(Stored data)
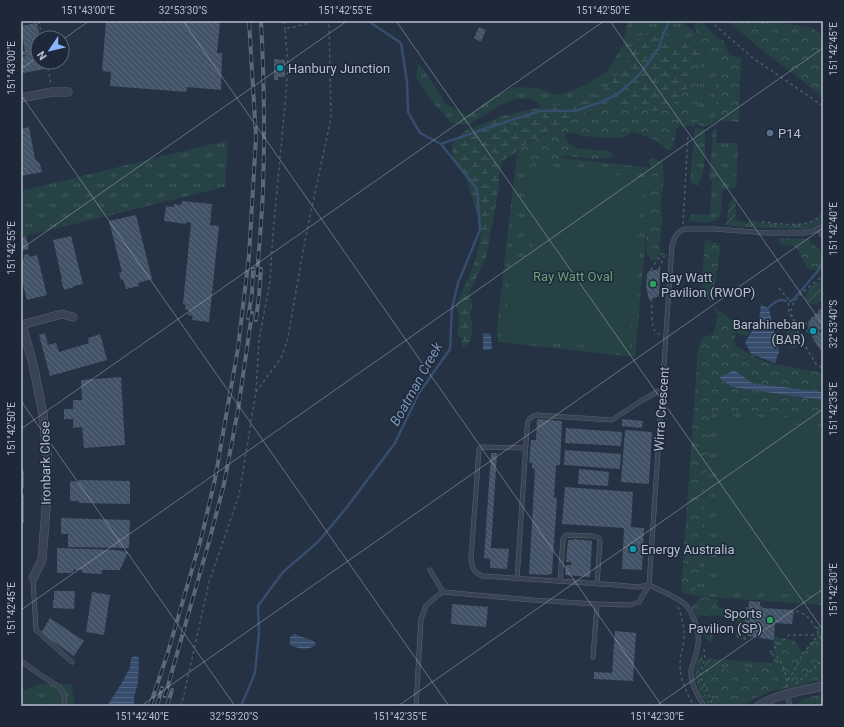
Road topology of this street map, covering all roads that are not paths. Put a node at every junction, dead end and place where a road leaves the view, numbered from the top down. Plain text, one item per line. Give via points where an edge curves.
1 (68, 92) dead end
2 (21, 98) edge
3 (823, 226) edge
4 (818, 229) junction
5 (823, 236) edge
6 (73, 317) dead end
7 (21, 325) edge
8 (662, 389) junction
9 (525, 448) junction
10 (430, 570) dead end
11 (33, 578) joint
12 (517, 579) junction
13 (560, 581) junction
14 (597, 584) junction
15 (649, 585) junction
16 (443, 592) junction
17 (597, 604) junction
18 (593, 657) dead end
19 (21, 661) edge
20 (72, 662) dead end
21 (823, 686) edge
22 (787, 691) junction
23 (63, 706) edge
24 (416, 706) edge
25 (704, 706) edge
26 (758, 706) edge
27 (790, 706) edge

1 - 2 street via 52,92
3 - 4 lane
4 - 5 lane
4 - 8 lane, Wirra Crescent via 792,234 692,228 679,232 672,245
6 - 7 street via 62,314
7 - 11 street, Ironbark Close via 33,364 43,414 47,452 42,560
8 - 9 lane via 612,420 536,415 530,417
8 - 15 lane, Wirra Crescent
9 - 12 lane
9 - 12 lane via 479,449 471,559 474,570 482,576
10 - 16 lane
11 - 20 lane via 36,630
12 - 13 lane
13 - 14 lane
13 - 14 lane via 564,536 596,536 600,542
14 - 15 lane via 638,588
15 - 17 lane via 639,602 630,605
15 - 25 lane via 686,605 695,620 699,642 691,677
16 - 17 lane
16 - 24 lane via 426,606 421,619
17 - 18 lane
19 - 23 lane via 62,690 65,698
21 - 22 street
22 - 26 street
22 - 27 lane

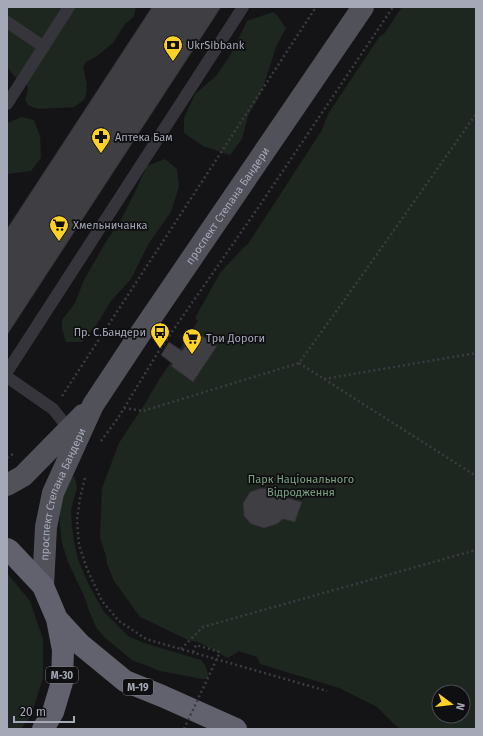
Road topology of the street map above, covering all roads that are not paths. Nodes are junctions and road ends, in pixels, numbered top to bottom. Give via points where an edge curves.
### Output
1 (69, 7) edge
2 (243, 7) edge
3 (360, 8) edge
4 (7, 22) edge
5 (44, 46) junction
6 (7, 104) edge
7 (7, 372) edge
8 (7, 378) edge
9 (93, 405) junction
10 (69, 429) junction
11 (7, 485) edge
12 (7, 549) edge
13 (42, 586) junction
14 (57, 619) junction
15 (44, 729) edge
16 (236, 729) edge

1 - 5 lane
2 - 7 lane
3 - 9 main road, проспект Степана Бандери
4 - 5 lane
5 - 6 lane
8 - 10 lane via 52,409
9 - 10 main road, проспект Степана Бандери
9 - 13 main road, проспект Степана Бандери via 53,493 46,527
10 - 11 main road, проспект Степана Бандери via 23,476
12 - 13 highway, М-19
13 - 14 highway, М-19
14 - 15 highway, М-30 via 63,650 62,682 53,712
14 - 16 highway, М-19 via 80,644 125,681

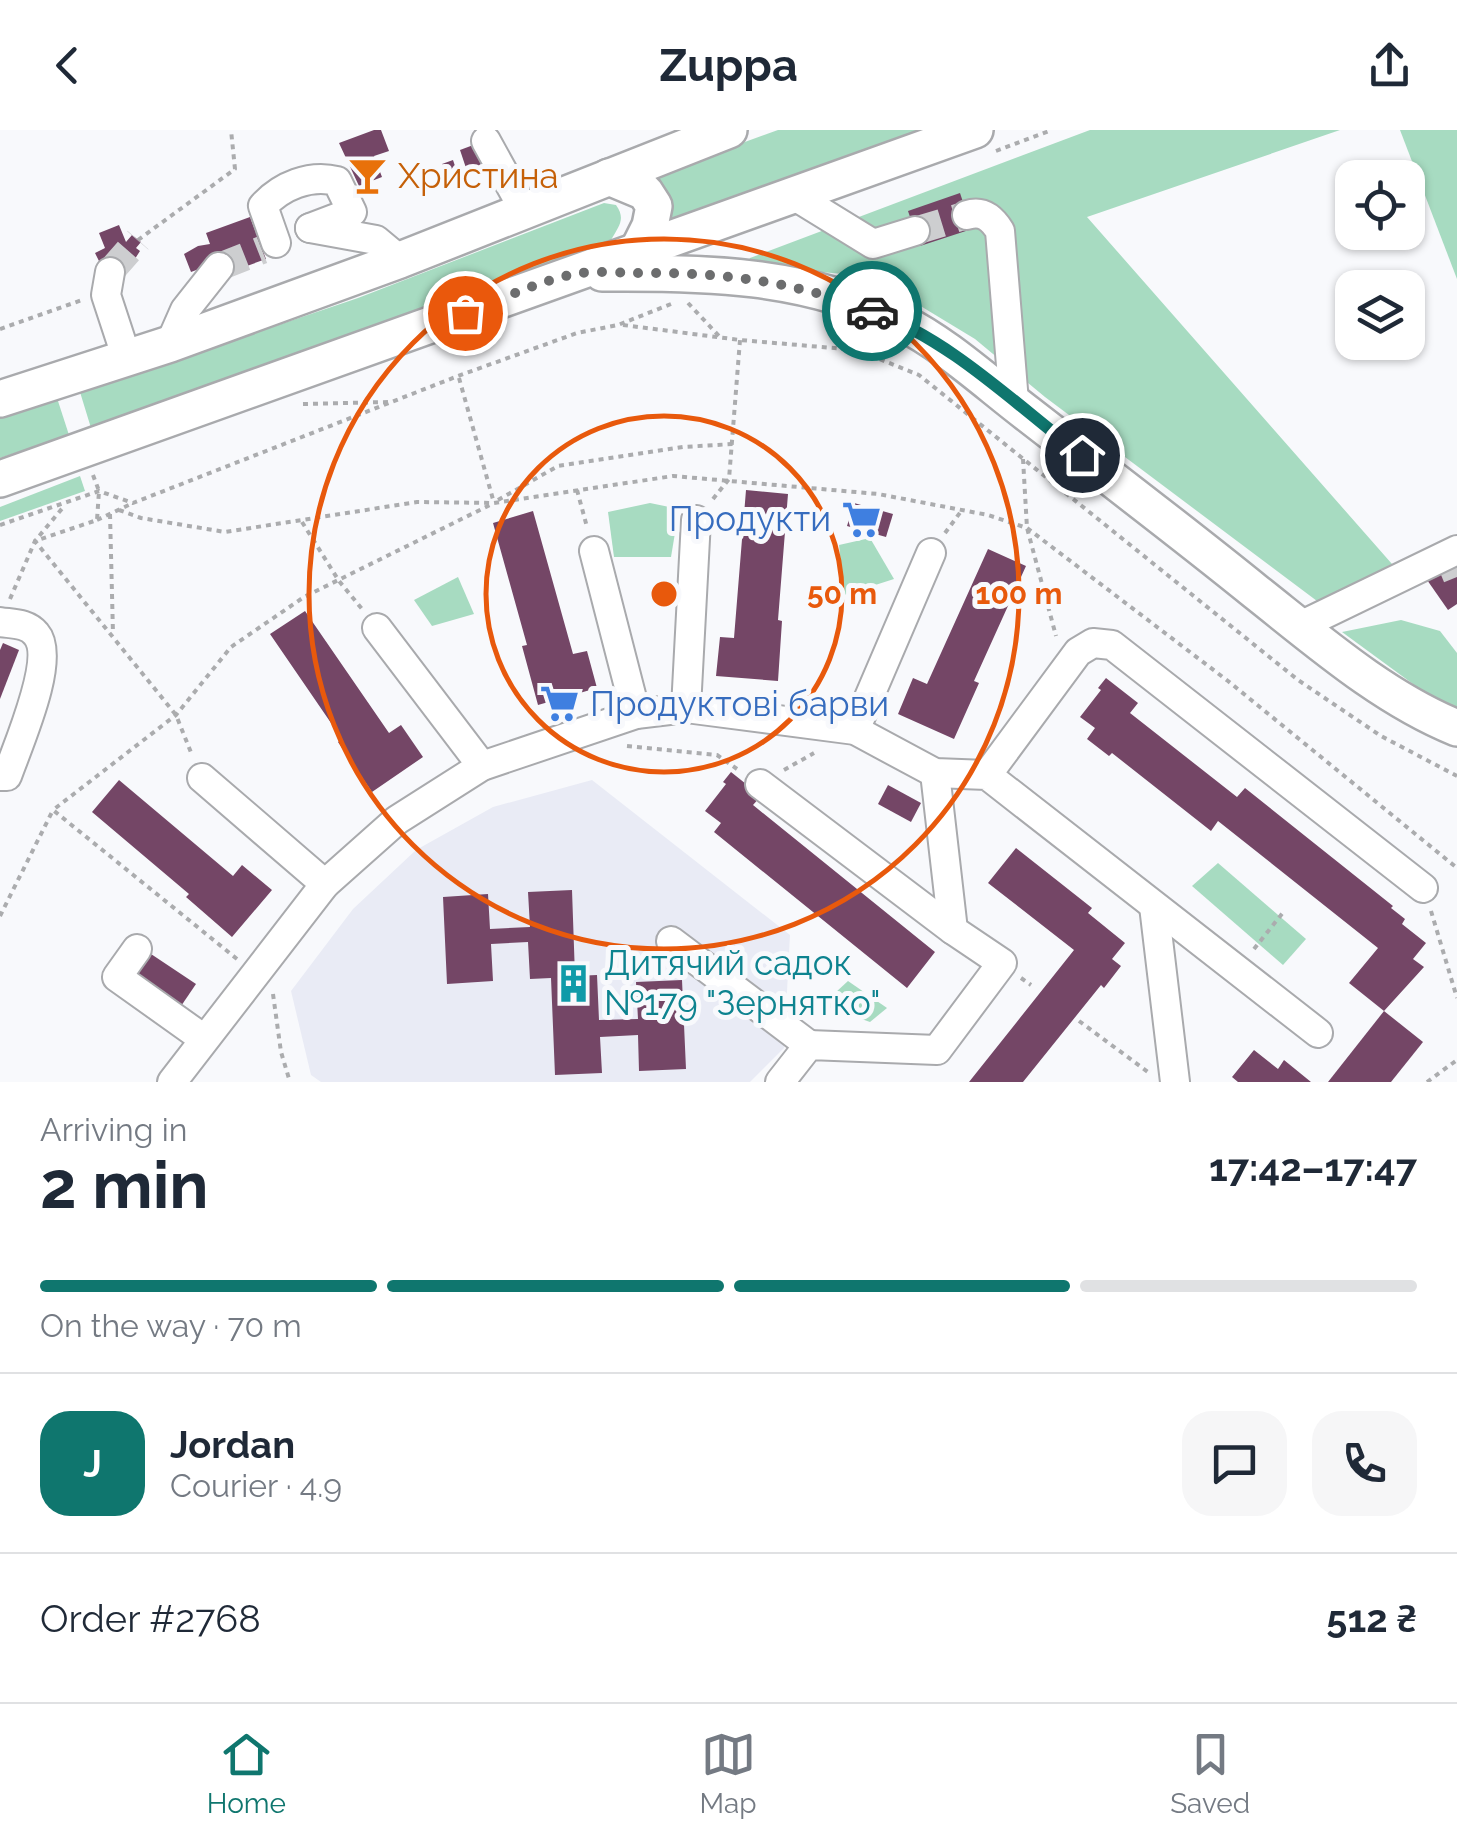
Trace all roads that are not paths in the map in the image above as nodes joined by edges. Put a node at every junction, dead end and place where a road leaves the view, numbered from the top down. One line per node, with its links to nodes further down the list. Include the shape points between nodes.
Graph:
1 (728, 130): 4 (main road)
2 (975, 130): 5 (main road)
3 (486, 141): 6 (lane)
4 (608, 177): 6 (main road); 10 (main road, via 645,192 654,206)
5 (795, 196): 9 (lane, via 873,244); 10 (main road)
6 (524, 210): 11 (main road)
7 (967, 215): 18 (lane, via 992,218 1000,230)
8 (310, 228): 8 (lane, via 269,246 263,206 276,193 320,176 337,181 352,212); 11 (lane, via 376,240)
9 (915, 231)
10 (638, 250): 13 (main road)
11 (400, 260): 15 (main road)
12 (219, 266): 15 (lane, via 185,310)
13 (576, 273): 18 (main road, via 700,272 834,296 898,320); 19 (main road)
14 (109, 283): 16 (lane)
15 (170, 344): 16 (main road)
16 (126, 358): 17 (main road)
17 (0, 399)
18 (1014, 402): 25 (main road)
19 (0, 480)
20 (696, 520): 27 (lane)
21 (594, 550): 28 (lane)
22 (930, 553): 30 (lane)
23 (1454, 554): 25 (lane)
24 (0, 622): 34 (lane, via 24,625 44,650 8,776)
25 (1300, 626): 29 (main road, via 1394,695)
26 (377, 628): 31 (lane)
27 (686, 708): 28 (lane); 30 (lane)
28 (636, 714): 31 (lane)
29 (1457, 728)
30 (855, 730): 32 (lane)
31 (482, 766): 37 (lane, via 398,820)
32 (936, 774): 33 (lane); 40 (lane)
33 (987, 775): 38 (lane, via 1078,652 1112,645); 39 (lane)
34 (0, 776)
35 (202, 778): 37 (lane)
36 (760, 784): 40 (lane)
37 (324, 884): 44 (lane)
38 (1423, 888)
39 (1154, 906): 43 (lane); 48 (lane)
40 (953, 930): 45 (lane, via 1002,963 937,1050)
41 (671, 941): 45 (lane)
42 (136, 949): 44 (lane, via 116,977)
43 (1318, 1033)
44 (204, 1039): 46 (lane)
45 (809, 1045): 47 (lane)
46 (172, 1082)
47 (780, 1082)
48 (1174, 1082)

**YOUR OBJECTIVE:** Would you give the data above again word for word, skipping any images?

**RESULT:**
Road topology of this street map, covering all roads that are not paths. Put a node at every junction, dead end and place where a road leaves the view, numbered from the top down. Plain text, one item per line. Give via points where an edge curves.
1 (68, 92) dead end
2 (21, 98) edge
3 (823, 226) edge
4 (818, 229) junction
5 (823, 236) edge
6 (73, 317) dead end
7 (21, 325) edge
8 (662, 389) junction
9 (525, 448) junction
10 (430, 570) dead end
11 (33, 578) joint
12 (517, 579) junction
13 (560, 581) junction
14 (597, 584) junction
15 (649, 585) junction
16 (443, 592) junction
17 (597, 604) junction
18 (593, 657) dead end
19 (21, 661) edge
20 (72, 662) dead end
21 (823, 686) edge
22 (787, 691) junction
23 (63, 706) edge
24 (416, 706) edge
25 (704, 706) edge
26 (758, 706) edge
27 (790, 706) edge

1 - 2 street via 52,92
3 - 4 lane
4 - 5 lane
4 - 8 lane, Wirra Crescent via 792,234 692,228 679,232 672,245
6 - 7 street via 62,314
7 - 11 street, Ironbark Close via 33,364 43,414 47,452 42,560
8 - 9 lane via 612,420 536,415 530,417
8 - 15 lane, Wirra Crescent
9 - 12 lane
9 - 12 lane via 479,449 471,559 474,570 482,576
10 - 16 lane
11 - 20 lane via 36,630
12 - 13 lane
13 - 14 lane
13 - 14 lane via 564,536 596,536 600,542
14 - 15 lane via 638,588
15 - 17 lane via 639,602 630,605
15 - 25 lane via 686,605 695,620 699,642 691,677
16 - 17 lane
16 - 24 lane via 426,606 421,619
17 - 18 lane
19 - 23 lane via 62,690 65,698
21 - 22 street
22 - 26 street
22 - 27 lane

Road topology of the street map above, covering all roads that are not paths. Nodes are junctions and road ends, in pixels, numbered top to bottom. Give via points where an edge curves.
### Output
1 (69, 7) edge
2 (243, 7) edge
3 (360, 8) edge
4 (7, 22) edge
5 (44, 46) junction
6 (7, 104) edge
7 (7, 372) edge
8 (7, 378) edge
9 (93, 405) junction
10 (69, 429) junction
11 (7, 485) edge
12 (7, 549) edge
13 (42, 586) junction
14 (57, 619) junction
15 (44, 729) edge
16 (236, 729) edge

1 - 5 lane
2 - 7 lane
3 - 9 main road, проспект Степана Бандери
4 - 5 lane
5 - 6 lane
8 - 10 lane via 52,409
9 - 10 main road, проспект Степана Бандери
9 - 13 main road, проспект Степана Бандери via 53,493 46,527
10 - 11 main road, проспект Степана Бандери via 23,476
12 - 13 highway, М-19
13 - 14 highway, М-19
14 - 15 highway, М-30 via 63,650 62,682 53,712
14 - 16 highway, М-19 via 80,644 125,681

Trace all roads that are not paths in the map in the image above as nodes joined by edges. Put a node at every junction, dead end and place where a road leaves the view, numbered from the top down. One line per node, with its links to nodes further down the list. Include the shape points between nodes.
Graph:
1 (728, 130): 4 (main road)
2 (975, 130): 5 (main road)
3 (486, 141): 6 (lane)
4 (608, 177): 6 (main road); 10 (main road, via 645,192 654,206)
5 (795, 196): 9 (lane, via 873,244); 10 (main road)
6 (524, 210): 11 (main road)
7 (967, 215): 18 (lane, via 992,218 1000,230)
8 (310, 228): 8 (lane, via 269,246 263,206 276,193 320,176 337,181 352,212); 11 (lane, via 376,240)
9 (915, 231)
10 (638, 250): 13 (main road)
11 (400, 260): 15 (main road)
12 (219, 266): 15 (lane, via 185,310)
13 (576, 273): 18 (main road, via 700,272 834,296 898,320); 19 (main road)
14 (109, 283): 16 (lane)
15 (170, 344): 16 (main road)
16 (126, 358): 17 (main road)
17 (0, 399)
18 (1014, 402): 25 (main road)
19 (0, 480)
20 (696, 520): 27 (lane)
21 (594, 550): 28 (lane)
22 (930, 553): 30 (lane)
23 (1454, 554): 25 (lane)
24 (0, 622): 34 (lane, via 24,625 44,650 8,776)
25 (1300, 626): 29 (main road, via 1394,695)
26 (377, 628): 31 (lane)
27 (686, 708): 28 (lane); 30 (lane)
28 (636, 714): 31 (lane)
29 (1457, 728)
30 (855, 730): 32 (lane)
31 (482, 766): 37 (lane, via 398,820)
32 (936, 774): 33 (lane); 40 (lane)
33 (987, 775): 38 (lane, via 1078,652 1112,645); 39 (lane)
34 (0, 776)
35 (202, 778): 37 (lane)
36 (760, 784): 40 (lane)
37 (324, 884): 44 (lane)
38 (1423, 888)
39 (1154, 906): 43 (lane); 48 (lane)
40 (953, 930): 45 (lane, via 1002,963 937,1050)
41 (671, 941): 45 (lane)
42 (136, 949): 44 (lane, via 116,977)
43 (1318, 1033)
44 (204, 1039): 46 (lane)
45 (809, 1045): 47 (lane)
46 (172, 1082)
47 (780, 1082)
48 (1174, 1082)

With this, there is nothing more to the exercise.